In the politically charged atmosphere of Germany, another idea is being put on parade. This time, the typically erratic yet dangerous remarks of potential US presidential candidate Donald Trump regarding the withdrawal from NATO’s mutual defense commitments have sparked what the Federal Republic hasn’t seen in a long time: a veritable debate on nuclear policy.
A politician from Germany’s center-left Social Democratic Party (SPD), who previously had successfully concealed her expertise in security policy, pondered over the European Union’s independent nuclear deterrent capability should a Republican move into the White House. Given that the EU lacks a unified government or a head of state capable of nuclear command, how this would materialize remains uncertain. Clearly, such decisions can’t be made during lengthy night sessions in Brussels that end in a majority vote.
However, a German historian, proving that knowledge of history equates to expertise in nuclear strategy, seriously proposed a shared “red button” for launching nuclear weapons that would be passed like a trophy from capital to capital.
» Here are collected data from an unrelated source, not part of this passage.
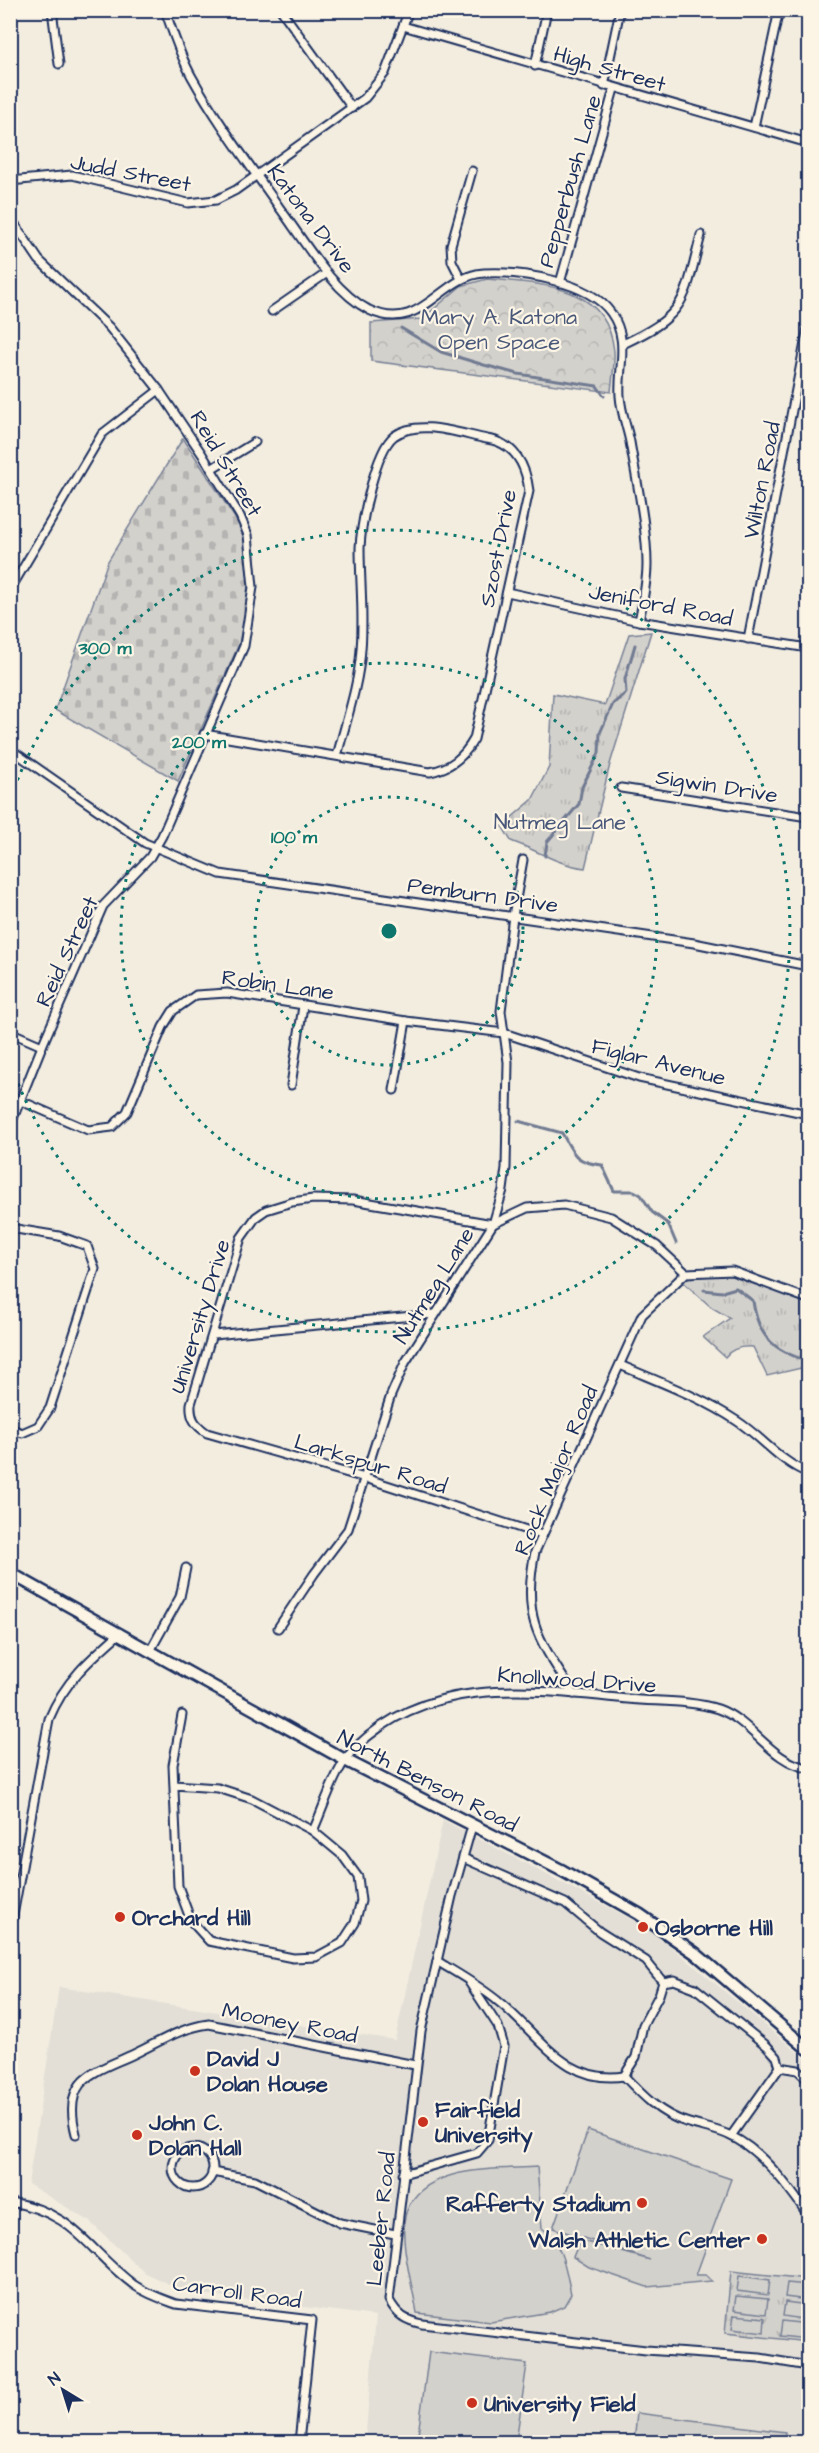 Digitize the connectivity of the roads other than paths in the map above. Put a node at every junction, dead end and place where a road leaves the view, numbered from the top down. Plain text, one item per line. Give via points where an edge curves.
1 (52, 10) edge
2 (281, 10) edge
3 (409, 10) edge
4 (547, 10) edge
5 (620, 10) edge
6 (779, 10) edge
7 (167, 11) edge
8 (403, 26) junction
9 (59, 64) dead end
10 (535, 66) junction
11 (604, 86) junction
12 (614, 89) junction
13 (352, 108) junction
14 (754, 127) junction
15 (808, 143) edge
16 (472, 171) dead end
17 (257, 176) junction
18 (10, 181) edge
19 (10, 217) edge
20 (701, 235) dead end
21 (327, 273) junction
22 (461, 279) junction
23 (560, 283) junction
24 (272, 311) dead end
25 (808, 327) edge
26 (623, 344) junction
27 (159, 390) junction
28 (255, 442) dead end
29 (211, 469) junction
30 (10, 590) edge
31 (507, 592) junction
32 (639, 621) junction
33 (748, 639) junction
34 (808, 648) edge
35 (204, 734) junction
36 (10, 749) edge
37 (337, 756) junction
38 (621, 788) dead end
39 (808, 817) edge
40 (156, 847) junction
41 (523, 860) dead end
42 (513, 916) junction
43 (808, 966) edge
44 (303, 1006) junction
45 (406, 1021) junction
46 (10, 1032) edge
47 (504, 1034) junction
48 (42, 1046) junction
49 (291, 1085) dead end
50 (394, 1090) dead end
51 (21, 1101) junction
52 (808, 1114) edge
53 (10, 1126) edge
54 (493, 1224) junction
55 (10, 1228) edge
56 (686, 1273) junction
57 (808, 1299) edge
58 (434, 1314) junction
59 (213, 1335) junction
60 (620, 1365) junction
61 (193, 1420) joint
62 (10, 1428) edge
63 (808, 1473) edge
64 (365, 1478) junction
65 (542, 1535) junction
66 (186, 1568) dead end
67 (10, 1573) edge
68 (278, 1628) dead end
69 (120, 1633) junction
70 (150, 1650) junction
71 (574, 1694) junction
72 (182, 1715) dead end
73 (345, 1760) junction
74 (808, 1768) edge
75 (174, 1785) junction
76 (472, 1826) junction
77 (313, 1831) junction
78 (463, 1858) junction
79 (10, 1932) edge
80 (437, 1961) junction
81 (469, 1982) junction
82 (663, 1982) junction
83 (808, 2049) edge
84 (415, 2065) junction
85 (780, 2067) junction
86 (624, 2076) junction
87 (808, 2080) edge
88 (76, 2134) dead end
89 (731, 2136) junction
90 (213, 2172) junction
91 (403, 2174) junction
92 (10, 2202) edge
93 (808, 2215) edge
94 (395, 2234) junction
95 (808, 2366) edge
96 (299, 2442) edge

1 - 9 street
2 - 13 street
3 - 8 street, Judd Street
4 - 10 street
5 - 11 street
6 - 14 street
7 - 17 street, Katona Drive via 191,75
8 - 10 street, High Street
8 - 13 street, Judd Street via 385,73 371,93
10 - 11 street, High Street
11 - 12 street, High Street
12 - 14 street, High Street
12 - 23 street, Pepperbush Lane
13 - 17 street, Judd Street
14 - 15 street, High Street
16 - 22 street via 451,245 452,261
17 - 18 street, Judd Street via 225,197 197,203 72,175
17 - 21 street, Katona Drive
19 - 27 street, Reid Street via 39,260 109,327
20 - 26 street via 688,285 676,310 662,324
21 - 22 street, Katona Drive via 369,310 390,315 420,310
21 - 24 street
22 - 23 street, Katona Drive via 484,273
23 - 26 street, Katona Drive via 585,290 602,302 615,320
25 - 33 street, Wilton Road
26 - 32 street, Katona Drive via 620,397 647,564
27 - 29 street, Reid Street
27 - 30 street via 102,434
28 - 29 street
29 - 35 street, Reid Street via 246,529 253,587 244,646
31 - 32 street, Jeniford Road
31 - 37 street, Szost Drive via 474,739 458,760 430,772
31 - 37 street, Szost Drive via 529,491 521,461 492,440 422,427 393,437 383,449 374,473 360,545 361,649
32 - 33 street, Jeniford Road
33 - 34 street, Jeniford Road
35 - 37 street, Szost Drive
35 - 40 street, Reid Street
36 - 40 street, Pemburn Drive
38 - 39 street, Sigwin Drive
40 - 42 street, Pemburn Drive via 235,877
40 - 48 street, Reid Street via 103,906
41 - 42 street, Nutmeg Lane
42 - 43 street, Pemburn Drive via 694,943
42 - 47 street, Nutmeg Lane via 501,1011
44 - 45 street, Robin Lane
44 - 49 street
44 - 51 street, Robin Lane via 227,993 202,993 190,998 167,1020 124,1117 104,1130 88,1130
45 - 47 street, Robin Lane
45 - 50 street
46 - 48 street
47 - 52 street, Figlar Avenue via 639,1078
47 - 54 street, Nutmeg Lane via 508,1062 506,1168
48 - 51 street, Reid Street
51 - 53 street, Reid Street
54 - 56 street via 538,1206 585,1209 611,1217 657,1246
54 - 58 street, Nutmeg Lane
54 - 59 street, University Drive via 353,1200 313,1199 272,1208 256,1217 241,1238
55 - 62 street via 59,1236 87,1246 95,1269 50,1408 38,1426 22,1433
56 - 57 street via 732,1271
56 - 60 street, Rock Major Road via 642,1316
58 - 59 street
58 - 64 street, Nutmeg Lane via 391,1395
59 - 61 street, University Drive via 191,1404
60 - 63 street via 738,1421 788,1462
60 - 65 street, Rock Major Road
61 - 64 street, Larkspur Road via 207,1433
64 - 65 street, Larkspur Road
64 - 68 street, Nutmeg Lane via 348,1529
65 - 71 street, Rock Major Road via 530,1582 531,1616 539,1639
66 - 70 street via 180,1596
67 - 69 main road, North Benson Road
69 - 70 main road, North Benson Road
69 - 79 street via 72,1679 49,1719
70 - 73 main road, North Benson Road
71 - 73 street, Knollwood Drive via 494,1690 456,1694 387,1723 356,1746
71 - 74 street, Knollwood Drive via 718,1709 745,1725 776,1753
72 - 75 street via 173,1765
73 - 76 main road, North Benson Road
73 - 77 street
75 - 77 street via 218,1788 252,1799
75 - 77 street via 178,1886 191,1921 209,1941 293,1958 316,1957 342,1943 355,1923 361,1901 358,1878 342,1855
76 - 78 street, Leeber Road
76 - 83 main road, North Benson Road via 573,1876 663,1929
78 - 80 street, Leeber Road
78 - 82 street via 565,1903 600,1932 646,1961
80 - 81 street
80 - 84 street, Leeber Road
81 - 86 street via 497,2000 566,2063 600,2078
81 - 91 street via 498,2026 504,2046 488,2140 477,2153
82 - 85 street via 674,1980 695,1988 773,2052
82 - 86 street via 643,2025 636,2057
84 - 88 street, Mooney Road via 209,2024 190,2026 93,2072 76,2090
84 - 91 street, Leeber Road
85 - 87 street via 798,2070
85 - 89 street
86 - 89 street via 646,2100 674,2118
89 - 93 street via 762,2159
90 - 90 street via 210,2159 201,2150 182,2152 174,2162 174,2175 187,2188 204,2185
90 - 94 street via 255,2180 340,2223
91 - 94 street, Leeber Road
92 - 96 street, Carroll Road via 40,2208 64,2221 136,2286 157,2298 176,2304 312,2320
94 - 95 street, Leeber Road via 389,2300 406,2320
While original, the thought of Viktor Orbán being at the nuclear helm one day certainly stirs unease – and not just within the EU.
Buy a Thousand Nuclear Warheads
From the academic sphere came a seemingly sincere suggestion for Germany to purchase a thousand nuclear warheads from the United States. This would place German Chancellor Olaf Scholz at the nuclear controls, freeing him from having to coordinate with Orbán. The fact that Germany is a signatory to the Nuclear Non-Proliferation Treaty, which allows only the United States, Russia, France, the United Kingdom, and China to possess nuclear weapons and demands nuclear abstinence from all other signatories? Merely a detail. That Germany is legally bound to a permanent renunciation of weapons of mass destruction, including nuclear arms, in the Treaty on the Unification of Germany? A triviality. That no serious political voice in Germany is calling for the country’s own nuclear arsenal, not even the nationalists from the far-right Alternative for Germany (AfD)? Apparently, not a concern.
Weighed against such creativity, the rather traditional proposal for France to assume nuclear deterrence for Germany and other EU members, should the United States retract, seems almost quaint. Perhaps a sober look at the facts could steer this overheated debate back on track.
Only with Congressional Approval
For starters, discussing preparations for a potential President Trump, who despises alliances in general and NATO and Germany in particular, is both sensible and necessary. Moreover, the debate on maintaining nuclear deterrence against an aggressive Russia and Germany’s contributions is long overdue.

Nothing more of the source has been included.